In my work Machine Gaze, a personal data portrait is generated by a custom program in a small computer embedded inside a picture frame. The program takes an archive of my social media posts and search history from 2005 until the present and uses it to produce an uncanny likeness representing my digital self as seen though the machine gaze. The resulting images are both a distortion and crystallization of my humanity as if the truth is both highlighted and obscured by the data. The simulated strokes of the work itself, while coming together to form human features and silhouettes, are literal visualizations of the mathematical properties and limits of a neural network as information is propagated through it.
Machine Gaze
2023. Framed LCD screen with embedded CPU. Custom neural network.

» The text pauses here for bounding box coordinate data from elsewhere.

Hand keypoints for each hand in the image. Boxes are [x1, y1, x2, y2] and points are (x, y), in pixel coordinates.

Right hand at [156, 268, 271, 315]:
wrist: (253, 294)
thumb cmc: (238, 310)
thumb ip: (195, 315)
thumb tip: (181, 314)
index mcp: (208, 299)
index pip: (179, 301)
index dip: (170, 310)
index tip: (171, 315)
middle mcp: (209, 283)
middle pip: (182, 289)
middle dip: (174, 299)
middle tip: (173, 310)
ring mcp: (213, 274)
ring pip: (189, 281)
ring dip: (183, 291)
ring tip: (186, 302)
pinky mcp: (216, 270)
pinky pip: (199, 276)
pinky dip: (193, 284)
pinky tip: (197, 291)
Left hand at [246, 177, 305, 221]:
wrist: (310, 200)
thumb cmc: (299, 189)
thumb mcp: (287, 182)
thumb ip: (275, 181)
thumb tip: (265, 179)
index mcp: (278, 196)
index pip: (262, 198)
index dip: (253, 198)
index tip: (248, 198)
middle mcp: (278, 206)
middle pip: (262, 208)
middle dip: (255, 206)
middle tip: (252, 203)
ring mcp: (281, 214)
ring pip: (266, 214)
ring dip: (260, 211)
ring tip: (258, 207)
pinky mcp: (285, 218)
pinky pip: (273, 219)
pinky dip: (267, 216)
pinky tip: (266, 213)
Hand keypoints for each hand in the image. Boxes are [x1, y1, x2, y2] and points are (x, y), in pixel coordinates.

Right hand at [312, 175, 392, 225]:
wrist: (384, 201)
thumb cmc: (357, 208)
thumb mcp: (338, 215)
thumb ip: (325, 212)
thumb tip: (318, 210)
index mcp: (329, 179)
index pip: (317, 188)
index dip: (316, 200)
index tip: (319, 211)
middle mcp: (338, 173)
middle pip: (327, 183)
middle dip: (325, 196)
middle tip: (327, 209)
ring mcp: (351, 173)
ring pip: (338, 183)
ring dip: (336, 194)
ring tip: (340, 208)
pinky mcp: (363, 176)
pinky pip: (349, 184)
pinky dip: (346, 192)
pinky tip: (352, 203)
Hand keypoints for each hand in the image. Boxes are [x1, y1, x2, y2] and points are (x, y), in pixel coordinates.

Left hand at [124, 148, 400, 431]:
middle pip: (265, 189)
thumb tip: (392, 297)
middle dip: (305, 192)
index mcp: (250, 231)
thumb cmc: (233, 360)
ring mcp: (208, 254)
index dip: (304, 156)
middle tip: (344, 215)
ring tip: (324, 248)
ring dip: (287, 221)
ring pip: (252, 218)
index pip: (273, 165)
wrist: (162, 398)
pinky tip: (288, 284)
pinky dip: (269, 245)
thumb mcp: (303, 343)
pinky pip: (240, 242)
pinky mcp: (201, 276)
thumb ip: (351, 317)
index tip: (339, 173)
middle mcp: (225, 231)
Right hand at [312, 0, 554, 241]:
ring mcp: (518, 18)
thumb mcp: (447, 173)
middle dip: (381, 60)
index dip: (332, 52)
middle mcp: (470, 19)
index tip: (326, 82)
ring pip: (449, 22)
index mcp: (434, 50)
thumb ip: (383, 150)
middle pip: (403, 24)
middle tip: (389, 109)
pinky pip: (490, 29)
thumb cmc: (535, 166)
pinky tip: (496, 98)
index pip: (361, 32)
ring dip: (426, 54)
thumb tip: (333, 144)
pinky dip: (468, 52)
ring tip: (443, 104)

The role of artificial intelligence in art has come to the forefront in recent years, making us ask questions about the very ownership of ideas. However, we’ve been living under the shadow of the question of ownership at least as long as social media has existed. Driven by profit motive, companies readily trade personal information for services and use the data to create profiles of our personalities. This personal information economy has become a proxy for property itself; a currency of sorts.
Machine Gaze in frame.
This work was funded in part by a Make Learn Build grant from the RACC and produced while I was an artist in residence at Fountainhead Arts in Miami, FL in the fall of 2022. The creation of this work involved multiple iterations of the software, each step producing versions of my image that were used as the source for writing the next iteration of the program over the course of the past year.